April 14, 2024

Non-vegetarian yogurt shocks pupils

Aditya Udaygiri ’26 employed to try to eat yogurt with just about each food in Stanford’s dining hall. Like clockwork, he would fill a bowl with yogurt – ideally strawberry flavored – and prime it with granola. 

Then a person working day, he observed the orange V label, which suggests that the foods product is vegetarian, was lacking. As an individual who follows a vegetarian food plan for moral motives, Udaygiri remembers remaining a “little disappointed” when he discovered this change, marking the stop of his every day yogurt program. 

In dining halls across campus, the entire-fat, non-excess fat and Greek yogurt alternatives all keep the vegetarian label. Nonetheless, the recent very low-body fat solutions, including the vanilla, peach and strawberry flavors, all include Kosher gelatin, which is normally built from fish bones or bovine hides. Frequently, in particular at more compact dining halls, only one particular sort of yogurt is offered at a time.

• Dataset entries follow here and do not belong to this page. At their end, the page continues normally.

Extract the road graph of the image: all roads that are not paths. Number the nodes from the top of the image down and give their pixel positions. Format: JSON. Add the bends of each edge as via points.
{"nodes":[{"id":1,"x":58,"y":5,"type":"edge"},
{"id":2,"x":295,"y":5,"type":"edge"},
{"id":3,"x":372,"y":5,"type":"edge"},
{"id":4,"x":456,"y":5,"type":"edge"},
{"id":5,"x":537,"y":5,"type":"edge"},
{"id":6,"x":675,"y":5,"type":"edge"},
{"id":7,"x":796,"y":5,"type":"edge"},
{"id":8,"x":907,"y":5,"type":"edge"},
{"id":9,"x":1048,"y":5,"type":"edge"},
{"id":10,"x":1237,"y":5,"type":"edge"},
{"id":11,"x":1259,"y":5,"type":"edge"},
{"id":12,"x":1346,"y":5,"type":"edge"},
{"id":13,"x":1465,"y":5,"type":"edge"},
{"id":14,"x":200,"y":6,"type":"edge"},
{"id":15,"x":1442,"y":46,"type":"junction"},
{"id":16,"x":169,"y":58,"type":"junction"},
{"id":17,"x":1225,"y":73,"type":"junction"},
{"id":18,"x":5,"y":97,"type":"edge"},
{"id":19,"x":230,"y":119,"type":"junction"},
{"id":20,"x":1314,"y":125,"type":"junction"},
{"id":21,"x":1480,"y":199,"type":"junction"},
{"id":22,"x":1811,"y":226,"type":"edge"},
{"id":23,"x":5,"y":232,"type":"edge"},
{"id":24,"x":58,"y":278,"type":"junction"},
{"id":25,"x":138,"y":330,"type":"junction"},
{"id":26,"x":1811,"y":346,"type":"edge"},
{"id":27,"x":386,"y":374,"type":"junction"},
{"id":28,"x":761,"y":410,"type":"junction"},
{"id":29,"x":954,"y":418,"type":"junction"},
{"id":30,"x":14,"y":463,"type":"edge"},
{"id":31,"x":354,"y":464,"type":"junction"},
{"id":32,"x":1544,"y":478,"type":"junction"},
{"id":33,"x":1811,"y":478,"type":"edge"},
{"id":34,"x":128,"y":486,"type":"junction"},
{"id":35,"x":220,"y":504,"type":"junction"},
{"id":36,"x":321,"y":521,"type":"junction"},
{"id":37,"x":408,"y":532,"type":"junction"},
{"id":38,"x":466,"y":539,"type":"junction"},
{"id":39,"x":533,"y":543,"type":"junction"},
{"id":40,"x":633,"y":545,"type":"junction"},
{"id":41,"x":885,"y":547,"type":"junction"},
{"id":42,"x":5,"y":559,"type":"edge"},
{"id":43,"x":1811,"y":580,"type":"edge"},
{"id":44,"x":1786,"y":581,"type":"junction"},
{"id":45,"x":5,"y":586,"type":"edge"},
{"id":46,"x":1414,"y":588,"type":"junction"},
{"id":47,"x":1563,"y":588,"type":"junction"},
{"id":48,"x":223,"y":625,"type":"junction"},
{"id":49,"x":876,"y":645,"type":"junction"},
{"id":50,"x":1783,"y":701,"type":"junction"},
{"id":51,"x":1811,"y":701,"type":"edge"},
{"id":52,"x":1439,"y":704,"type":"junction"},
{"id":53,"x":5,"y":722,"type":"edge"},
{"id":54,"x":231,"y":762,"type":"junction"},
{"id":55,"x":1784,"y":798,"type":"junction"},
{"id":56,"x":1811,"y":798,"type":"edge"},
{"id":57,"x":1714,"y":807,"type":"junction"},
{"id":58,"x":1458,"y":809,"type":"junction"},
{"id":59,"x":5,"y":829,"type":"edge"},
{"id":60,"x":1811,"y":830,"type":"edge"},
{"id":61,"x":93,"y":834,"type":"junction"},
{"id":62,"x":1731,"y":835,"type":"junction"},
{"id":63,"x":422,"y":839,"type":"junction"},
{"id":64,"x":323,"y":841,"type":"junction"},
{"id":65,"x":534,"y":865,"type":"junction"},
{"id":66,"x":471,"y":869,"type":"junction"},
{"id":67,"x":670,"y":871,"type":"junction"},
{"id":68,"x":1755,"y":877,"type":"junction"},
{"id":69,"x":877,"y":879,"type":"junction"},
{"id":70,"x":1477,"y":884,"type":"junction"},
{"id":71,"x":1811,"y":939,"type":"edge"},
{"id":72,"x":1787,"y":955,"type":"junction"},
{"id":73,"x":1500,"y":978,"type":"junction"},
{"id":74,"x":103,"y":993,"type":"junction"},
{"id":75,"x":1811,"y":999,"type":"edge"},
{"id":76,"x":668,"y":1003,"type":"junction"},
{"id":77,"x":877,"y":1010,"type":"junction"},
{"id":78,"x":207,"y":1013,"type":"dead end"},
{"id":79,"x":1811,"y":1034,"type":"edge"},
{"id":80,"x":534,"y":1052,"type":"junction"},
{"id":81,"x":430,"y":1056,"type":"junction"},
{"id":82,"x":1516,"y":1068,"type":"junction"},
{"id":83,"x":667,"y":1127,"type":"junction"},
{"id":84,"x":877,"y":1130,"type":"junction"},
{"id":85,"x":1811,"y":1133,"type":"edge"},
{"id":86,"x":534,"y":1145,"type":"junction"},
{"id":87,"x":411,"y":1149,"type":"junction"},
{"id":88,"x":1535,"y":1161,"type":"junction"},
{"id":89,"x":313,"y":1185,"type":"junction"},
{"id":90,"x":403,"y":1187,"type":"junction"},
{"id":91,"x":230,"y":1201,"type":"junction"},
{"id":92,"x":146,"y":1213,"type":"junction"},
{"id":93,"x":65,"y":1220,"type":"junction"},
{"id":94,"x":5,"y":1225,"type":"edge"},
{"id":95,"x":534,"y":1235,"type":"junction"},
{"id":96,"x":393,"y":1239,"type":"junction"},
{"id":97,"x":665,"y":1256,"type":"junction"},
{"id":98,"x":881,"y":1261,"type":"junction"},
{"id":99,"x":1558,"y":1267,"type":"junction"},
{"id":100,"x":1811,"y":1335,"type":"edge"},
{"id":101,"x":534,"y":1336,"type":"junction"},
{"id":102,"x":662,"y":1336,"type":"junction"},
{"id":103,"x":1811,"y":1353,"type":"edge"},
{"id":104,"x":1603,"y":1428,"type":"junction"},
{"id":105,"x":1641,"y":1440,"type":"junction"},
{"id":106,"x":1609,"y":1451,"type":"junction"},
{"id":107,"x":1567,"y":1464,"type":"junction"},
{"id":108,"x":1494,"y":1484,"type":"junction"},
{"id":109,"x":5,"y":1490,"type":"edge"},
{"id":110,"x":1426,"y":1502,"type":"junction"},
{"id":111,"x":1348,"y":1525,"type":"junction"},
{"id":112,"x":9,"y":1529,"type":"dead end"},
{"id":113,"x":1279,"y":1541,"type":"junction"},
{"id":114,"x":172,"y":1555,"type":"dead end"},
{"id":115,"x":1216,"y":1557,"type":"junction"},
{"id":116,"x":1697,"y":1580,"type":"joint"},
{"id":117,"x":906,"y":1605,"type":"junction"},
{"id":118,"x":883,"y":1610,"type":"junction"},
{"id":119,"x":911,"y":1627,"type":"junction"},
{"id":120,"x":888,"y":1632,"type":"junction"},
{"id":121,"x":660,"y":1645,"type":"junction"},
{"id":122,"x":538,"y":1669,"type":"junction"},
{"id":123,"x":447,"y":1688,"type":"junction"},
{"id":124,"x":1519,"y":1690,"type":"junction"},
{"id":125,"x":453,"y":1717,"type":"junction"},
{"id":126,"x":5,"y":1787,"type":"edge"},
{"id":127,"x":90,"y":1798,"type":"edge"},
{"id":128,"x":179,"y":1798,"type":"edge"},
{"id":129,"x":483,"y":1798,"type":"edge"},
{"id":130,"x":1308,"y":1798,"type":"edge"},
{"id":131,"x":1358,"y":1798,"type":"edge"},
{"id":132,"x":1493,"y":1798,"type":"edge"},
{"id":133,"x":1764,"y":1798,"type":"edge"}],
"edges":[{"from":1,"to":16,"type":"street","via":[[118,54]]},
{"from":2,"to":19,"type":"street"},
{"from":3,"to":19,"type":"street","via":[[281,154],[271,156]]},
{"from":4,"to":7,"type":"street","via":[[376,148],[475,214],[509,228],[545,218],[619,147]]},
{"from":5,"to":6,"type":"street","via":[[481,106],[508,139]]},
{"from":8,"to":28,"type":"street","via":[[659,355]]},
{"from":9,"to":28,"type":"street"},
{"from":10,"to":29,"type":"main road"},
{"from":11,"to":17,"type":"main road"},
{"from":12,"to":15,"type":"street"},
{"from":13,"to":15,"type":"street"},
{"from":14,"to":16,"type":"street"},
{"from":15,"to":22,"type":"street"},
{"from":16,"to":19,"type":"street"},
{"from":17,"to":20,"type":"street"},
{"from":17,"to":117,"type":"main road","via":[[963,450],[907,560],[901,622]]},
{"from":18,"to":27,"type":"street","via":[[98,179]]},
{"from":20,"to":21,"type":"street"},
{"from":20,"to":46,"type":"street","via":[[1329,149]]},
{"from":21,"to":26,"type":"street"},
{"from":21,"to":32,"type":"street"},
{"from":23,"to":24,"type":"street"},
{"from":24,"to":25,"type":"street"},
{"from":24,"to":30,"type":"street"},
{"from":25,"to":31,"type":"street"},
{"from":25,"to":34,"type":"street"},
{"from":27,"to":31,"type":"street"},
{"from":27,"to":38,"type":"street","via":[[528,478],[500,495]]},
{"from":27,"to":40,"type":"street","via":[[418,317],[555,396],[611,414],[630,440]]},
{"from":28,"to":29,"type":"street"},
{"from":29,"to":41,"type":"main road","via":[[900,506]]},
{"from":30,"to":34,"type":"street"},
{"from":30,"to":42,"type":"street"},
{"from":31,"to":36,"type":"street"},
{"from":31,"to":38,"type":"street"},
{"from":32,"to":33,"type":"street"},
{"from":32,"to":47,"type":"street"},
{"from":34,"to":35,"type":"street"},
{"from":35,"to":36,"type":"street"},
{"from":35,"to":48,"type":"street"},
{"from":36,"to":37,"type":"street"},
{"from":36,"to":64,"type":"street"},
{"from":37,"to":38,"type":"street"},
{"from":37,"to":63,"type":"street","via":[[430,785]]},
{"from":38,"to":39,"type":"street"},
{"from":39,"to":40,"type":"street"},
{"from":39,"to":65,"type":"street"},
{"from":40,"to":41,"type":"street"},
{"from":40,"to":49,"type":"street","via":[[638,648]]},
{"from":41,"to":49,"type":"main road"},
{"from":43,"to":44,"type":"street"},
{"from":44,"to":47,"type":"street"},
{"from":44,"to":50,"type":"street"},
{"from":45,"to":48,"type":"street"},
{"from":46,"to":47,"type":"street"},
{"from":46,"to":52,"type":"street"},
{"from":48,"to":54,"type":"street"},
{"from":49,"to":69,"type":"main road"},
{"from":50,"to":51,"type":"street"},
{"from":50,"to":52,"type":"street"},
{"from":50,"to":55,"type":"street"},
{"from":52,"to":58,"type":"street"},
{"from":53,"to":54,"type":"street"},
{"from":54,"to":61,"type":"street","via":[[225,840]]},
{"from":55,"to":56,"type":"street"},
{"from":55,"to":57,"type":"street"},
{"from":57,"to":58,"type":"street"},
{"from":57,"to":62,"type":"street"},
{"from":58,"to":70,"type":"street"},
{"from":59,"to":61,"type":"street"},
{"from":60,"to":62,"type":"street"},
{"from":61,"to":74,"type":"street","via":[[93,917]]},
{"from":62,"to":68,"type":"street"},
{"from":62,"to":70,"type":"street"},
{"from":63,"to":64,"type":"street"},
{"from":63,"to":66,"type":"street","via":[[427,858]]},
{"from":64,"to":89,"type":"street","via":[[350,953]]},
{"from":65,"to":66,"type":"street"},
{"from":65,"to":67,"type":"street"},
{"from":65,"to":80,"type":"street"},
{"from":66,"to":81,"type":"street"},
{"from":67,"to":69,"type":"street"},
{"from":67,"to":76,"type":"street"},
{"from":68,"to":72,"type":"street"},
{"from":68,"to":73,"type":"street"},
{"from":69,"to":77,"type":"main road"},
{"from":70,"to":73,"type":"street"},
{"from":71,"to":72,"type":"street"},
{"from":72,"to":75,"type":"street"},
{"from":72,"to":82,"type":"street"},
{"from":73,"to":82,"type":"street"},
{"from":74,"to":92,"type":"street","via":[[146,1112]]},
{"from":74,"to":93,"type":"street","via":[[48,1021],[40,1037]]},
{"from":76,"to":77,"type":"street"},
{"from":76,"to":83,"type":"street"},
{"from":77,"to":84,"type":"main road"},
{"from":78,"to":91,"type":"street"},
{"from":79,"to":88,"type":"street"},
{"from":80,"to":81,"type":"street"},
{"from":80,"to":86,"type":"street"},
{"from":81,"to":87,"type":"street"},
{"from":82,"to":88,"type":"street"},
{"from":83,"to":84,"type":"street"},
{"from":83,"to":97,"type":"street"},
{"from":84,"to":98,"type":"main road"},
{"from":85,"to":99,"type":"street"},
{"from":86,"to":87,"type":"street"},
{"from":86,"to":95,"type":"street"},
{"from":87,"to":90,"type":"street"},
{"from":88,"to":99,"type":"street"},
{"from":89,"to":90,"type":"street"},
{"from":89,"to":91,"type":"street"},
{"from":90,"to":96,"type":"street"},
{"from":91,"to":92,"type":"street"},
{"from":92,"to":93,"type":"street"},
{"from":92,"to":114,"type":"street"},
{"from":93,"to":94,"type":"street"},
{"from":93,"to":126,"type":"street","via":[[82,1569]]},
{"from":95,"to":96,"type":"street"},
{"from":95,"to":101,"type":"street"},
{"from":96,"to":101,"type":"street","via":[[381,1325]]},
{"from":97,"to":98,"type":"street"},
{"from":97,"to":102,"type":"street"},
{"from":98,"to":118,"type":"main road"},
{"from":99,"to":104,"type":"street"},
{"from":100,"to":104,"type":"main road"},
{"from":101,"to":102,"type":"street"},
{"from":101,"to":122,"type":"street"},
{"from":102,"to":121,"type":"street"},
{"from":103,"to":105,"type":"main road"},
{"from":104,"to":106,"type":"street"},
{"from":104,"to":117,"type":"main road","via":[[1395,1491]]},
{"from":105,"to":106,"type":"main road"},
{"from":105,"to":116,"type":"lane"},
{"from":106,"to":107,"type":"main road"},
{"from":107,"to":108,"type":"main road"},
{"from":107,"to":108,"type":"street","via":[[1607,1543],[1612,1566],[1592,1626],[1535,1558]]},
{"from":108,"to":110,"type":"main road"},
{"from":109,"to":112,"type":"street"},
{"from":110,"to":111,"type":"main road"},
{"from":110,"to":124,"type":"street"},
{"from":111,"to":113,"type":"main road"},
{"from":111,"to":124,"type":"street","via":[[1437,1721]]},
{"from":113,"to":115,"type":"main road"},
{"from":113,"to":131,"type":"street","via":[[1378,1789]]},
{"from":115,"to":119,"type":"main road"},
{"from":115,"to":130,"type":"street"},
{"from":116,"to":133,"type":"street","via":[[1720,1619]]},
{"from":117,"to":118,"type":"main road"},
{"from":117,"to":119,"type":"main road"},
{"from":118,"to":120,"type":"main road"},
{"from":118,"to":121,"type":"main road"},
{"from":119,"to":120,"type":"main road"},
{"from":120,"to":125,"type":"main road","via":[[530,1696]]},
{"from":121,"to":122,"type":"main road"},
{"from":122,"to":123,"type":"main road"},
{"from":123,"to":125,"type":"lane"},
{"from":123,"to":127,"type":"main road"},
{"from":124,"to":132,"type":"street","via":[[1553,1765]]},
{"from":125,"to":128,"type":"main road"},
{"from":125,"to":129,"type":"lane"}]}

Among its ingredients, the low-extra fat versions of yogurt comprise kosher gelatin, creating them not vegetarian. (ANANYA UDAYGIRI/The Stanford Every day) 

According to Jocelyn Breeland, Resident and Eating Enterprises (R&DE) spokesperson, post-pandemic offer chain challenges have continued to influence the availability of vegetarian yogurt. “Some vendors are unable to supply the portions we need to have. Others involve even larger sized orders that exceed what we can serve or retail outlet,” she wrote.

Caeley Woo ’26 wrote that she didn’t know that the small-unwanted fat yogurt wasn’t vegetarian until chatting with The Daily. Although the non-vegetarian yogurt has been labeled appropriately, many pupils assume that yogurt is a vegetarian solution.

Woo wrote that, while she’s not vegetarian, she attempts to try to eat pescatarian and mastering that the lower-fat yogurt options weren’t vegetarian was “a very little unfortunate.” 

Though distinct diet details further than component lists are not obtainable for most Stanford Eating alternatives, yogurt ordinarily is made up of a significant total of protein, averaging 9 to 20 grams of protein for every cup depending on type and brand. Considering that vegetarians do not take in meat or fish, yogurt is generally noticed as a practical, better-protein alternate. 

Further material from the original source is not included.